Segment Start: Records for the task
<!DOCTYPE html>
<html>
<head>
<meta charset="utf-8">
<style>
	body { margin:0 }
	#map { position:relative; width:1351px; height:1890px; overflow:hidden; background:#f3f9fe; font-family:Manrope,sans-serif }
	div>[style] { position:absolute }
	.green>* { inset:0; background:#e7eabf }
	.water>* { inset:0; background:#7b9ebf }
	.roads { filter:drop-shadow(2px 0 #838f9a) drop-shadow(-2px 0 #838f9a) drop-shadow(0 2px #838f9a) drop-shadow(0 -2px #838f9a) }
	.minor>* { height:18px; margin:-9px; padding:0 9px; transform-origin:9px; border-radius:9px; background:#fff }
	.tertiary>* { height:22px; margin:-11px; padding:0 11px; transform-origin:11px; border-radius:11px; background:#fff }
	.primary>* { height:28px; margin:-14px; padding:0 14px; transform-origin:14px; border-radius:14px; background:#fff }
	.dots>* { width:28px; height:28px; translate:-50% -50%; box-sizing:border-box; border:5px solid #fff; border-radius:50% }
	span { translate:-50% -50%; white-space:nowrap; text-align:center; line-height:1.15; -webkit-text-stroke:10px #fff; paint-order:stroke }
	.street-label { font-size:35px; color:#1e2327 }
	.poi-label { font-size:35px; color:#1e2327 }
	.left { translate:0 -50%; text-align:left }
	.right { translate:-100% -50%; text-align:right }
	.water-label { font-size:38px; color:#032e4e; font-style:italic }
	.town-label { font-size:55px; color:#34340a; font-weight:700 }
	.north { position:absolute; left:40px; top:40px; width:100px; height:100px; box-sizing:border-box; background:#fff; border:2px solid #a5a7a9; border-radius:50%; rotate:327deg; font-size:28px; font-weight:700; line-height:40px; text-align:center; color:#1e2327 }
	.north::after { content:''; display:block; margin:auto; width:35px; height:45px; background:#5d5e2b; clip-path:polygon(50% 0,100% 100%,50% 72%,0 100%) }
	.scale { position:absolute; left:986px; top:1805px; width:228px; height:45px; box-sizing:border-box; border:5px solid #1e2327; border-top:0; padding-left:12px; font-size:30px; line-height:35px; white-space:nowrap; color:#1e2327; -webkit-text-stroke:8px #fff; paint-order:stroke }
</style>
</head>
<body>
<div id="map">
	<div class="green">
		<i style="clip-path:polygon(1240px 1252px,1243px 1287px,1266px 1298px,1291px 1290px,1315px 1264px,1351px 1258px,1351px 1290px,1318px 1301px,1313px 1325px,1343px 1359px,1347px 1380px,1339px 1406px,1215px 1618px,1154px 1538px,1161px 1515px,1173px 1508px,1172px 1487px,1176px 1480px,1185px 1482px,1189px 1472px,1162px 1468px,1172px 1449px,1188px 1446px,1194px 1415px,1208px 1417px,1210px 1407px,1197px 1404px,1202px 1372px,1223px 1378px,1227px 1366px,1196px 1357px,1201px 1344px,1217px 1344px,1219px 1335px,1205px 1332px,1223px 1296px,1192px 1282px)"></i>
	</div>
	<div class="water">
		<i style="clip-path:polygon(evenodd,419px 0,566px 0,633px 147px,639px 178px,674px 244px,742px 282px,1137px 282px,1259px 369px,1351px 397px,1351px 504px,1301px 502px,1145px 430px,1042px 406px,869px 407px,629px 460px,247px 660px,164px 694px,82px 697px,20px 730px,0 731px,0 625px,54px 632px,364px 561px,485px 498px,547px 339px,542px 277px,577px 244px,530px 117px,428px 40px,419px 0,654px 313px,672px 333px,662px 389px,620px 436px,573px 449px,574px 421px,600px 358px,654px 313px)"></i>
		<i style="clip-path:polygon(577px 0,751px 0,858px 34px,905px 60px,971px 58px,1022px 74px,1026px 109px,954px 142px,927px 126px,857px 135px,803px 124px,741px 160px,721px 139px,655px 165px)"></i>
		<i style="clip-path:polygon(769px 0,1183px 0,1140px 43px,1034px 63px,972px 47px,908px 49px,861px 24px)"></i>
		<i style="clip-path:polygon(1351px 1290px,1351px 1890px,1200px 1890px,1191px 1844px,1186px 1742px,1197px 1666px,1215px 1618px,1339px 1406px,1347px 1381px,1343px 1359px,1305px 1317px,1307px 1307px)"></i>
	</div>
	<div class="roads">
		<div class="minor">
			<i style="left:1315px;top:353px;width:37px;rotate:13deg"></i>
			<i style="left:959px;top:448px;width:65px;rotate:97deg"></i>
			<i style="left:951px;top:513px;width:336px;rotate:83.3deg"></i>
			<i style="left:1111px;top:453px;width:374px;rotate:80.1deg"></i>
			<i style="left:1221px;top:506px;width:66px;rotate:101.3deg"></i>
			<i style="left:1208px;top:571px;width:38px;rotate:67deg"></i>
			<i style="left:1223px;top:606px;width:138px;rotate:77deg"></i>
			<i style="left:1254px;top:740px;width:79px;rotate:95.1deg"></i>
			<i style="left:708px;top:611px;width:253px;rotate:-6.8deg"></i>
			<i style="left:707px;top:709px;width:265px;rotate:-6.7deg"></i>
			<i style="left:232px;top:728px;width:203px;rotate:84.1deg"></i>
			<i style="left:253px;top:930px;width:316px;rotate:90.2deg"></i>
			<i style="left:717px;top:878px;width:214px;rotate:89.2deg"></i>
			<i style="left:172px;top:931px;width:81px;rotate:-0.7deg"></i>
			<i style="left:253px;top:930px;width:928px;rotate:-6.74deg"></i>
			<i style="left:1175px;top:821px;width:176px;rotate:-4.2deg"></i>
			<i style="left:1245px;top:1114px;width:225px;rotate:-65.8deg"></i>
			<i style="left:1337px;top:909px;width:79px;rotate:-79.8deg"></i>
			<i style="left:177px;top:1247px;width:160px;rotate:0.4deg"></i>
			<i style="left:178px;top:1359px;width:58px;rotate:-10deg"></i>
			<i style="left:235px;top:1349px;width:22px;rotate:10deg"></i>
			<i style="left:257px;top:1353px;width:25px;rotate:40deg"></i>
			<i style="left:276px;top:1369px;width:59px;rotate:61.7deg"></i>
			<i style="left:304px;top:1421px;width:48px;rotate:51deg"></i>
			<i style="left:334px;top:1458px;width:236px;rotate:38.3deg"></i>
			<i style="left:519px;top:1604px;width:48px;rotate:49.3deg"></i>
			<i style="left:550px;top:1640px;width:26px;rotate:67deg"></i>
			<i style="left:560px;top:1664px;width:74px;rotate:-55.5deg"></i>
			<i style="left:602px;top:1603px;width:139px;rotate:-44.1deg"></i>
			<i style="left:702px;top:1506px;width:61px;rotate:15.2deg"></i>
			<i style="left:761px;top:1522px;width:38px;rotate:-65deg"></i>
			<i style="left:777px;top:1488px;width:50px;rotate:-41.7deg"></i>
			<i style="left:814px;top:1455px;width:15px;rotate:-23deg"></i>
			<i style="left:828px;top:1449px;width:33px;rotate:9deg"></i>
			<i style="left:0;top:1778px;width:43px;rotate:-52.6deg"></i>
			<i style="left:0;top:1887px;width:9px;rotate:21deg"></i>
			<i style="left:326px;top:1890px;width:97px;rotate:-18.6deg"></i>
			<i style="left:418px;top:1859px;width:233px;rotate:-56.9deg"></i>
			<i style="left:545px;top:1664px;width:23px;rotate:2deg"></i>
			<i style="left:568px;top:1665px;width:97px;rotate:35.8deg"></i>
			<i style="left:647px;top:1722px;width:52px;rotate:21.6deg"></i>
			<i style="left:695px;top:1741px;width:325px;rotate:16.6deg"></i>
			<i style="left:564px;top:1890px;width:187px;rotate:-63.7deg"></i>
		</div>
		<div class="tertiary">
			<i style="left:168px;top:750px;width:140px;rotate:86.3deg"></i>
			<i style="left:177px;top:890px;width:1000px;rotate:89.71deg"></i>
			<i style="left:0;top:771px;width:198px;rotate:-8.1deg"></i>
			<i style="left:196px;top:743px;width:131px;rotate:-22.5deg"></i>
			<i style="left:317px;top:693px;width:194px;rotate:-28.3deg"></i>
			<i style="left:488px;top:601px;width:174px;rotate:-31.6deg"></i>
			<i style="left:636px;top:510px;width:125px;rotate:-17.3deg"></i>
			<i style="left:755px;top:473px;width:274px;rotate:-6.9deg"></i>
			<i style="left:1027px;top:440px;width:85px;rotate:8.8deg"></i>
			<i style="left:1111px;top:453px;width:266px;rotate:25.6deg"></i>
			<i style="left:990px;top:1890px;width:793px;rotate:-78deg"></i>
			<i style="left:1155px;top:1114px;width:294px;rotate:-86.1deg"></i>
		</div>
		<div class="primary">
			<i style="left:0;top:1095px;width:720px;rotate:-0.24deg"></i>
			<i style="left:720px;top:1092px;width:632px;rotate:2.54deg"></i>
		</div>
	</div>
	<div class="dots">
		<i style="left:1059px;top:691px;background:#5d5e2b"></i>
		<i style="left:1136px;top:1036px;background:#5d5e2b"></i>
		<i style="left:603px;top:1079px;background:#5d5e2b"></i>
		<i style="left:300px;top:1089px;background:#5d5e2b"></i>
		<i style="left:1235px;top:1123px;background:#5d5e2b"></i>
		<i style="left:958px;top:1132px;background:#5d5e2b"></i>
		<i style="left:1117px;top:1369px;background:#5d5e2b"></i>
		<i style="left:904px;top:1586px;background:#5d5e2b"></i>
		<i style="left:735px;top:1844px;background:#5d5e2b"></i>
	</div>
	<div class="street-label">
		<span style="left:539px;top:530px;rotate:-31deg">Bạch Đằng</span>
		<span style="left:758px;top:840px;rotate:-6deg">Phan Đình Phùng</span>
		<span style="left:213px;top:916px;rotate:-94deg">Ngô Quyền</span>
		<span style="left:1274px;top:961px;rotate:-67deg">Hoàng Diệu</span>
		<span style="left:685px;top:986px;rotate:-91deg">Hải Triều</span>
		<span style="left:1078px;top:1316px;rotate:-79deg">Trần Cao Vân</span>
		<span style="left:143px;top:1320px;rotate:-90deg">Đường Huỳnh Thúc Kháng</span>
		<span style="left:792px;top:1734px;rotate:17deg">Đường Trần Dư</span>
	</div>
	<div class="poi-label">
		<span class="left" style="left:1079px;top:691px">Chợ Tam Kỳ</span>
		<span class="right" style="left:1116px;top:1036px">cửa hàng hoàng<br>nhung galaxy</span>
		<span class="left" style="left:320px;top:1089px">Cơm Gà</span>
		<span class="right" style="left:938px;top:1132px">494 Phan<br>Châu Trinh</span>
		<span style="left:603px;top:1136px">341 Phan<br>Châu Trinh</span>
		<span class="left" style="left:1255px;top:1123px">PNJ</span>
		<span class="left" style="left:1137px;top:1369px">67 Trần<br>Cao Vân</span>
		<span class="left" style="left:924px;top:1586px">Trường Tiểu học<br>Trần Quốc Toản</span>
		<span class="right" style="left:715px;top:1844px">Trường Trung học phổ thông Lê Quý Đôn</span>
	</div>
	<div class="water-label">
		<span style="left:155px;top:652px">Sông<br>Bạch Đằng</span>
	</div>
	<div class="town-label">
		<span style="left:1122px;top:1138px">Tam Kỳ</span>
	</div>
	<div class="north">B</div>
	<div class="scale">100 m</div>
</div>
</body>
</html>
Segment End: Records for the task
(Instructions for the task): Repeat exactly the lines above, starting with the first line of the records and finishing with the line holding "translate:-50% -50%; white-space:nowrap;". Add no other line.

(Answer for the task):
<!DOCTYPE html>
<html>
<head>
<meta charset="utf-8">
<style>
	body { margin:0 }
	#map { position:relative; width:1351px; height:1890px; overflow:hidden; background:#f3f9fe; font-family:Manrope,sans-serif }
	div>[style] { position:absolute }
	.green>* { inset:0; background:#e7eabf }
	.water>* { inset:0; background:#7b9ebf }
	.roads { filter:drop-shadow(2px 0 #838f9a) drop-shadow(-2px 0 #838f9a) drop-shadow(0 2px #838f9a) drop-shadow(0 -2px #838f9a) }
	.minor>* { height:18px; margin:-9px; padding:0 9px; transform-origin:9px; border-radius:9px; background:#fff }
	.tertiary>* { height:22px; margin:-11px; padding:0 11px; transform-origin:11px; border-radius:11px; background:#fff }
	.primary>* { height:28px; margin:-14px; padding:0 14px; transform-origin:14px; border-radius:14px; background:#fff }
	.dots>* { width:28px; height:28px; translate:-50% -50%; box-sizing:border-box; border:5px solid #fff; border-radius:50% }
	span { translate:-50% -50%; white-space:nowrap; text-align:center; line-height:1.15; -webkit-text-stroke:10px #fff; paint-order:stroke }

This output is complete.